(Stored items from a collection)

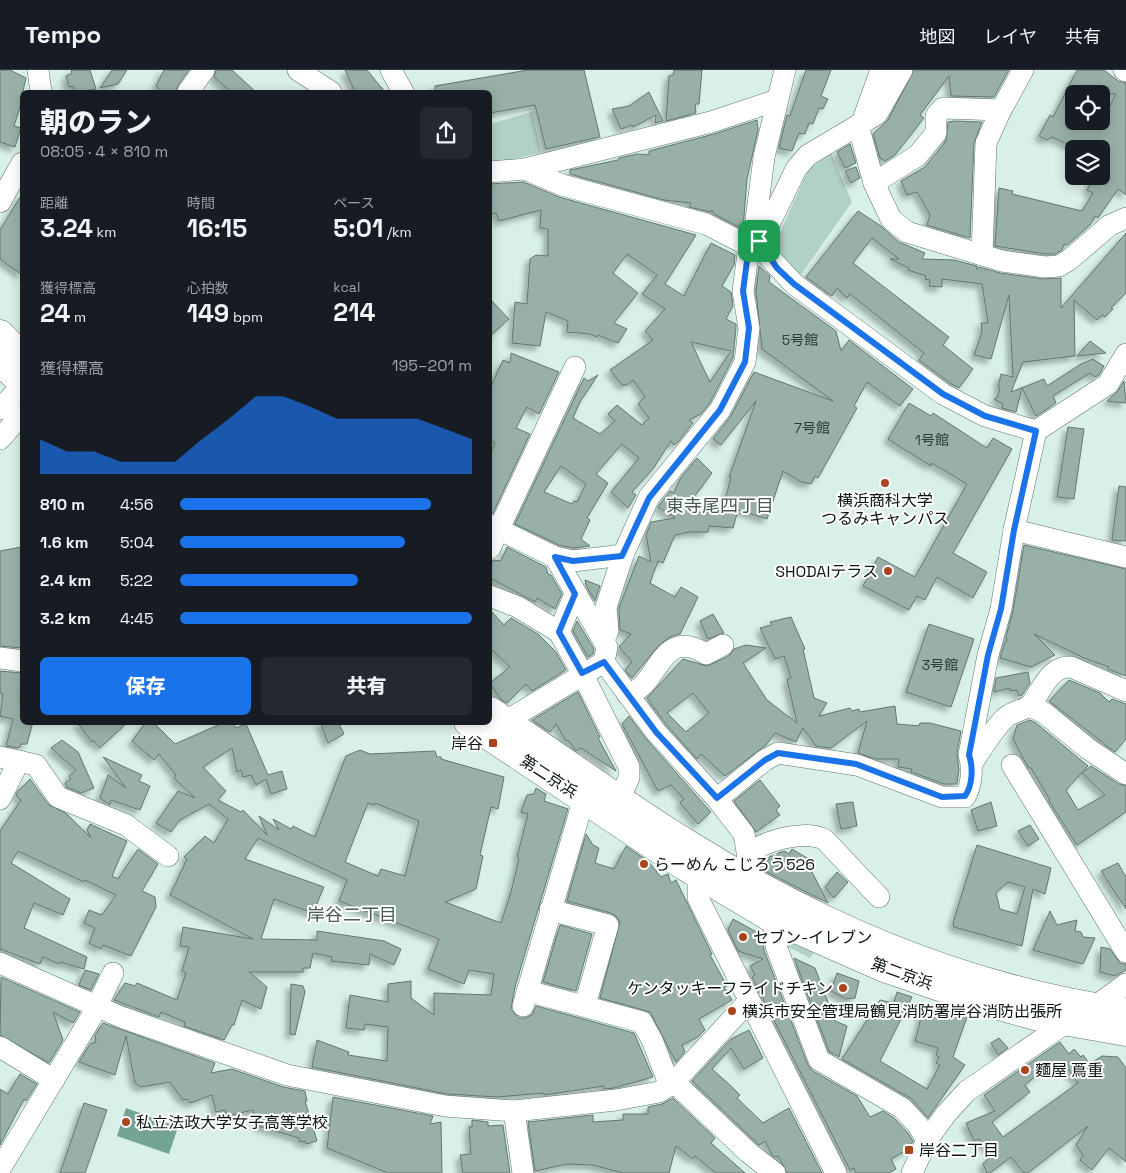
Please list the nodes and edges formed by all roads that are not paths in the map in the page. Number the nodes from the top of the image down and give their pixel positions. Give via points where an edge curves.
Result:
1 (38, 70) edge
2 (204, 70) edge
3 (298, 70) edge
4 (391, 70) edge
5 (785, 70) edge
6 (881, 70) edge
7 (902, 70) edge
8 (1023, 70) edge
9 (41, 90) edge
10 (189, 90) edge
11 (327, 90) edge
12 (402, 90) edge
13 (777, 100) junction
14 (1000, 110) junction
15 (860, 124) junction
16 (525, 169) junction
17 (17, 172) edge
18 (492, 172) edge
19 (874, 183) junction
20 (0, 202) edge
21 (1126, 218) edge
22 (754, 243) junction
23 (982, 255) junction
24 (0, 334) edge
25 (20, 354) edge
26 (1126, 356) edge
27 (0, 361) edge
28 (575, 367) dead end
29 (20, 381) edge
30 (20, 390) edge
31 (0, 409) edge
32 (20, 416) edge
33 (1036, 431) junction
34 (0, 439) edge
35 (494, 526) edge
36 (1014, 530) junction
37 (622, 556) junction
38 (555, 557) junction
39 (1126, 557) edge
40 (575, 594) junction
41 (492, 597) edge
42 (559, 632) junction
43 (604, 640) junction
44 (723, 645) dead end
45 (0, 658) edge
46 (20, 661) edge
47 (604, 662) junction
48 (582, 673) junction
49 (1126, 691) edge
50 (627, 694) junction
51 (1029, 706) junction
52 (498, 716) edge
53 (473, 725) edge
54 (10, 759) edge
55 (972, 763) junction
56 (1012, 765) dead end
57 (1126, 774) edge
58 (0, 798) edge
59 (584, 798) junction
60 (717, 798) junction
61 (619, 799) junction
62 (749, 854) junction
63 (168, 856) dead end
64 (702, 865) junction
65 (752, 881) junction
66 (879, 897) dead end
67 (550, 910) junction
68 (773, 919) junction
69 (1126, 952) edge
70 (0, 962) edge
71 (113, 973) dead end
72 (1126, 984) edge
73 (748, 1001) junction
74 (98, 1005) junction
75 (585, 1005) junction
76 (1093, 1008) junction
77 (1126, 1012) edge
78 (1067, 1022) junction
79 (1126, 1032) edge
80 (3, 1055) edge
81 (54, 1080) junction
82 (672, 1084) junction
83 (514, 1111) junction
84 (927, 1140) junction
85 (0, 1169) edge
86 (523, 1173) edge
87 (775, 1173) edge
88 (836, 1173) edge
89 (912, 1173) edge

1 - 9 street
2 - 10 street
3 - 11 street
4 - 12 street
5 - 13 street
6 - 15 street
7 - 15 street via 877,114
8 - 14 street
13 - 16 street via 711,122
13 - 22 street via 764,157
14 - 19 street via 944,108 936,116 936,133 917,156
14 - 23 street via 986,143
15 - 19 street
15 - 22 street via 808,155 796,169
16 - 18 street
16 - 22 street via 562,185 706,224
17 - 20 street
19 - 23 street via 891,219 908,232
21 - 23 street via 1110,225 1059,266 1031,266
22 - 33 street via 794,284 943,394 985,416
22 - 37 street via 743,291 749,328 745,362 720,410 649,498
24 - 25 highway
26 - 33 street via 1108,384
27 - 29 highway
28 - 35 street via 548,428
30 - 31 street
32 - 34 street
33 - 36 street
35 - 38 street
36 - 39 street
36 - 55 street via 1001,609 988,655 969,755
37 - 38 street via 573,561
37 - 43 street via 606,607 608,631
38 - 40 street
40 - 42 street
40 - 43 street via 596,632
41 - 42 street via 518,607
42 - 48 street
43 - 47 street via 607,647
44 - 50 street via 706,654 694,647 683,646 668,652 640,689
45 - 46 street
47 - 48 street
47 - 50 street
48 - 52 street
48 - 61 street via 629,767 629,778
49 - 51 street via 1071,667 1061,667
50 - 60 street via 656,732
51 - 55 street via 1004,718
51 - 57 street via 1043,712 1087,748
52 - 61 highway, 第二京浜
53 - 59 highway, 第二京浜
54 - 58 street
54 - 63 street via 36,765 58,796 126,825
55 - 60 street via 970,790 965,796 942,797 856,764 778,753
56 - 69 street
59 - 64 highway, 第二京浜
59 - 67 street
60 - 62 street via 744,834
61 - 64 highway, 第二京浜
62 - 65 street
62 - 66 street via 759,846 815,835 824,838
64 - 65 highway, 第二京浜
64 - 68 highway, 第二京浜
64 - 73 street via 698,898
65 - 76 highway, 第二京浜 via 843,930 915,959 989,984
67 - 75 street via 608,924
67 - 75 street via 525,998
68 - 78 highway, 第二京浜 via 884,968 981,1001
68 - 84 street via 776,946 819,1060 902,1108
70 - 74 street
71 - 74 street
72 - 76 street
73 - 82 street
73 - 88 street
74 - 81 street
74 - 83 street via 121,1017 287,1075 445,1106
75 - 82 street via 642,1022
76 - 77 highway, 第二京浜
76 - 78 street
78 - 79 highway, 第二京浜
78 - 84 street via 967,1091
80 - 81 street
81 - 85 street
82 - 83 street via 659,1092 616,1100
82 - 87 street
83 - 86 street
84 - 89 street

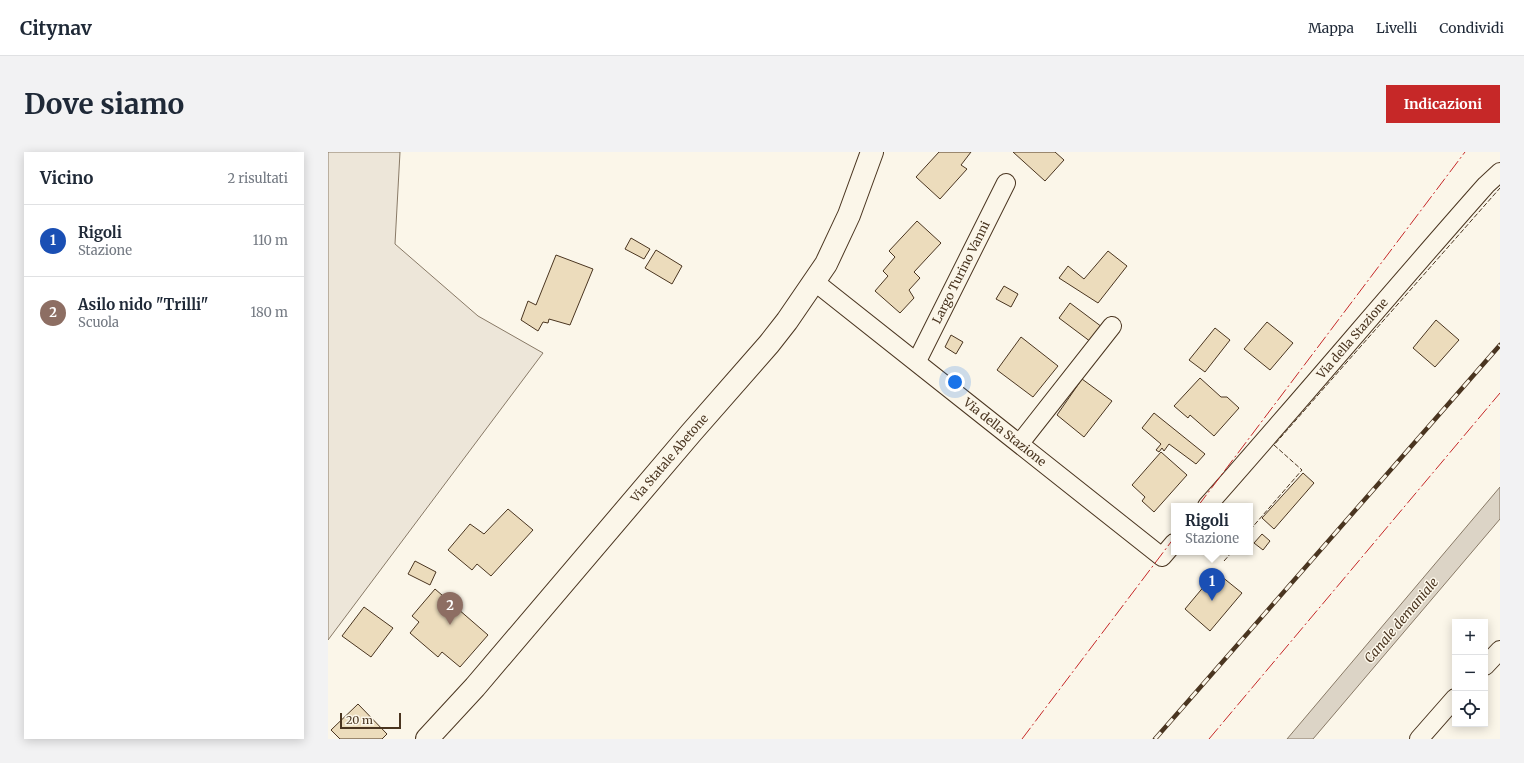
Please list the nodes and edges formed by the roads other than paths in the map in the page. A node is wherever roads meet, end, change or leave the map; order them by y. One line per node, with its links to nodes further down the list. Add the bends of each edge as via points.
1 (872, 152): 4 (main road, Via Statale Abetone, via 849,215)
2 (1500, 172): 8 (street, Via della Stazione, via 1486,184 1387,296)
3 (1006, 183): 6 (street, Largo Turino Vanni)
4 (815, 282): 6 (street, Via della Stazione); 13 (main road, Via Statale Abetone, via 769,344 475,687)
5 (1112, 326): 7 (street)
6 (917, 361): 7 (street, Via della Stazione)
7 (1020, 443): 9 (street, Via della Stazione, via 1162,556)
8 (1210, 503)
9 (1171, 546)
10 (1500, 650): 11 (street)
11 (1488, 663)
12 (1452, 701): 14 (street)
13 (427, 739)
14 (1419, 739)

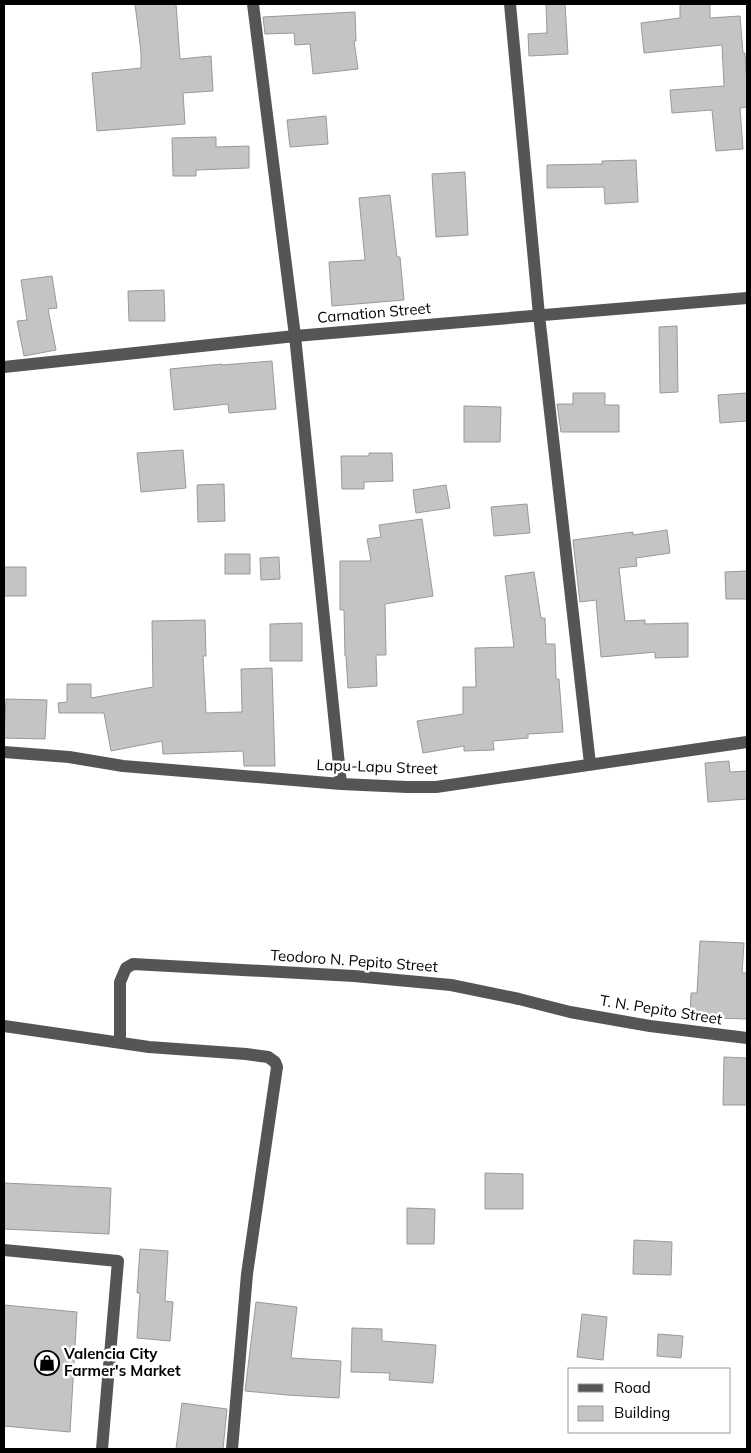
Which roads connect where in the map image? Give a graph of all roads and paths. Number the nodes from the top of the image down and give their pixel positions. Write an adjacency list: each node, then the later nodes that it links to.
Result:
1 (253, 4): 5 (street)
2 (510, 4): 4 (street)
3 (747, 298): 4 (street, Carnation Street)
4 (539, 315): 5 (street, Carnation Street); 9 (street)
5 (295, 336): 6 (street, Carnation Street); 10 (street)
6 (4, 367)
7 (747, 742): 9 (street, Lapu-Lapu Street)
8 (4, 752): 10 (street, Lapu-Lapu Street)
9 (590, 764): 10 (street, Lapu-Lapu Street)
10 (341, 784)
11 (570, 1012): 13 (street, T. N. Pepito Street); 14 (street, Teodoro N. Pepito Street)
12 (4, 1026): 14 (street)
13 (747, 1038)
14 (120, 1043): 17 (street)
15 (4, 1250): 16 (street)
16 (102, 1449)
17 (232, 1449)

### [WHAT IS NEEDED]
Leaving the pictures aside, give back all the records exactly as they are.

### [COMPLETED TASK]
Please list the nodes and edges formed by all roads that are not paths in the map in the page. Number the nodes from the top of the image down and give their pixel positions. Give via points where an edge curves.
Result:
1 (38, 70) edge
2 (204, 70) edge
3 (298, 70) edge
4 (391, 70) edge
5 (785, 70) edge
6 (881, 70) edge
7 (902, 70) edge
8 (1023, 70) edge
9 (41, 90) edge
10 (189, 90) edge
11 (327, 90) edge
12 (402, 90) edge
13 (777, 100) junction
14 (1000, 110) junction
15 (860, 124) junction
16 (525, 169) junction
17 (17, 172) edge
18 (492, 172) edge
19 (874, 183) junction
20 (0, 202) edge
21 (1126, 218) edge
22 (754, 243) junction
23 (982, 255) junction
24 (0, 334) edge
25 (20, 354) edge
26 (1126, 356) edge
27 (0, 361) edge
28 (575, 367) dead end
29 (20, 381) edge
30 (20, 390) edge
31 (0, 409) edge
32 (20, 416) edge
33 (1036, 431) junction
34 (0, 439) edge
35 (494, 526) edge
36 (1014, 530) junction
37 (622, 556) junction
38 (555, 557) junction
39 (1126, 557) edge
40 (575, 594) junction
41 (492, 597) edge
42 (559, 632) junction
43 (604, 640) junction
44 (723, 645) dead end
45 (0, 658) edge
46 (20, 661) edge
47 (604, 662) junction
48 (582, 673) junction
49 (1126, 691) edge
50 (627, 694) junction
51 (1029, 706) junction
52 (498, 716) edge
53 (473, 725) edge
54 (10, 759) edge
55 (972, 763) junction
56 (1012, 765) dead end
57 (1126, 774) edge
58 (0, 798) edge
59 (584, 798) junction
60 (717, 798) junction
61 (619, 799) junction
62 (749, 854) junction
63 (168, 856) dead end
64 (702, 865) junction
65 (752, 881) junction
66 (879, 897) dead end
67 (550, 910) junction
68 (773, 919) junction
69 (1126, 952) edge
70 (0, 962) edge
71 (113, 973) dead end
72 (1126, 984) edge
73 (748, 1001) junction
74 (98, 1005) junction
75 (585, 1005) junction
76 (1093, 1008) junction
77 (1126, 1012) edge
78 (1067, 1022) junction
79 (1126, 1032) edge
80 (3, 1055) edge
81 (54, 1080) junction
82 (672, 1084) junction
83 (514, 1111) junction
84 (927, 1140) junction
85 (0, 1169) edge
86 (523, 1173) edge
87 (775, 1173) edge
88 (836, 1173) edge
89 (912, 1173) edge

1 - 9 street
2 - 10 street
3 - 11 street
4 - 12 street
5 - 13 street
6 - 15 street
7 - 15 street via 877,114
8 - 14 street
13 - 16 street via 711,122
13 - 22 street via 764,157
14 - 19 street via 944,108 936,116 936,133 917,156
14 - 23 street via 986,143
15 - 19 street
15 - 22 street via 808,155 796,169
16 - 18 street
16 - 22 street via 562,185 706,224
17 - 20 street
19 - 23 street via 891,219 908,232
21 - 23 street via 1110,225 1059,266 1031,266
22 - 33 street via 794,284 943,394 985,416
22 - 37 street via 743,291 749,328 745,362 720,410 649,498
24 - 25 highway
26 - 33 street via 1108,384
27 - 29 highway
28 - 35 street via 548,428
30 - 31 street
32 - 34 street
33 - 36 street
35 - 38 street
36 - 39 street
36 - 55 street via 1001,609 988,655 969,755
37 - 38 street via 573,561
37 - 43 street via 606,607 608,631
38 - 40 street
40 - 42 street
40 - 43 street via 596,632
41 - 42 street via 518,607
42 - 48 street
43 - 47 street via 607,647
44 - 50 street via 706,654 694,647 683,646 668,652 640,689
45 - 46 street
47 - 48 street
47 - 50 street
48 - 52 street
48 - 61 street via 629,767 629,778
49 - 51 street via 1071,667 1061,667
50 - 60 street via 656,732
51 - 55 street via 1004,718
51 - 57 street via 1043,712 1087,748
52 - 61 highway, 第二京浜
53 - 59 highway, 第二京浜
54 - 58 street
54 - 63 street via 36,765 58,796 126,825
55 - 60 street via 970,790 965,796 942,797 856,764 778,753
56 - 69 street
59 - 64 highway, 第二京浜
59 - 67 street
60 - 62 street via 744,834
61 - 64 highway, 第二京浜
62 - 65 street
62 - 66 street via 759,846 815,835 824,838
64 - 65 highway, 第二京浜
64 - 68 highway, 第二京浜
64 - 73 street via 698,898
65 - 76 highway, 第二京浜 via 843,930 915,959 989,984
67 - 75 street via 608,924
67 - 75 street via 525,998
68 - 78 highway, 第二京浜 via 884,968 981,1001
68 - 84 street via 776,946 819,1060 902,1108
70 - 74 street
71 - 74 street
72 - 76 street
73 - 82 street
73 - 88 street
74 - 81 street
74 - 83 street via 121,1017 287,1075 445,1106
75 - 82 street via 642,1022
76 - 77 highway, 第二京浜
76 - 78 street
78 - 79 highway, 第二京浜
78 - 84 street via 967,1091
80 - 81 street
81 - 85 street
82 - 83 street via 659,1092 616,1100
82 - 87 street
83 - 86 street
84 - 89 street

Please list the nodes and edges formed by the roads other than paths in the map in the page. A node is wherever roads meet, end, change or leave the map; order them by y. One line per node, with its links to nodes further down the list. Add the bends of each edge as via points.
1 (872, 152): 4 (main road, Via Statale Abetone, via 849,215)
2 (1500, 172): 8 (street, Via della Stazione, via 1486,184 1387,296)
3 (1006, 183): 6 (street, Largo Turino Vanni)
4 (815, 282): 6 (street, Via della Stazione); 13 (main road, Via Statale Abetone, via 769,344 475,687)
5 (1112, 326): 7 (street)
6 (917, 361): 7 (street, Via della Stazione)
7 (1020, 443): 9 (street, Via della Stazione, via 1162,556)
8 (1210, 503)
9 (1171, 546)
10 (1500, 650): 11 (street)
11 (1488, 663)
12 (1452, 701): 14 (street)
13 (427, 739)
14 (1419, 739)

Which roads connect where in the map image? Give a graph of all roads and paths. Number the nodes from the top of the image down and give their pixel positions. Write an adjacency list: each node, then the later nodes that it links to.
Result:
1 (253, 4): 5 (street)
2 (510, 4): 4 (street)
3 (747, 298): 4 (street, Carnation Street)
4 (539, 315): 5 (street, Carnation Street); 9 (street)
5 (295, 336): 6 (street, Carnation Street); 10 (street)
6 (4, 367)
7 (747, 742): 9 (street, Lapu-Lapu Street)
8 (4, 752): 10 (street, Lapu-Lapu Street)
9 (590, 764): 10 (street, Lapu-Lapu Street)
10 (341, 784)
11 (570, 1012): 13 (street, T. N. Pepito Street); 14 (street, Teodoro N. Pepito Street)
12 (4, 1026): 14 (street)
13 (747, 1038)
14 (120, 1043): 17 (street)
15 (4, 1250): 16 (street)
16 (102, 1449)
17 (232, 1449)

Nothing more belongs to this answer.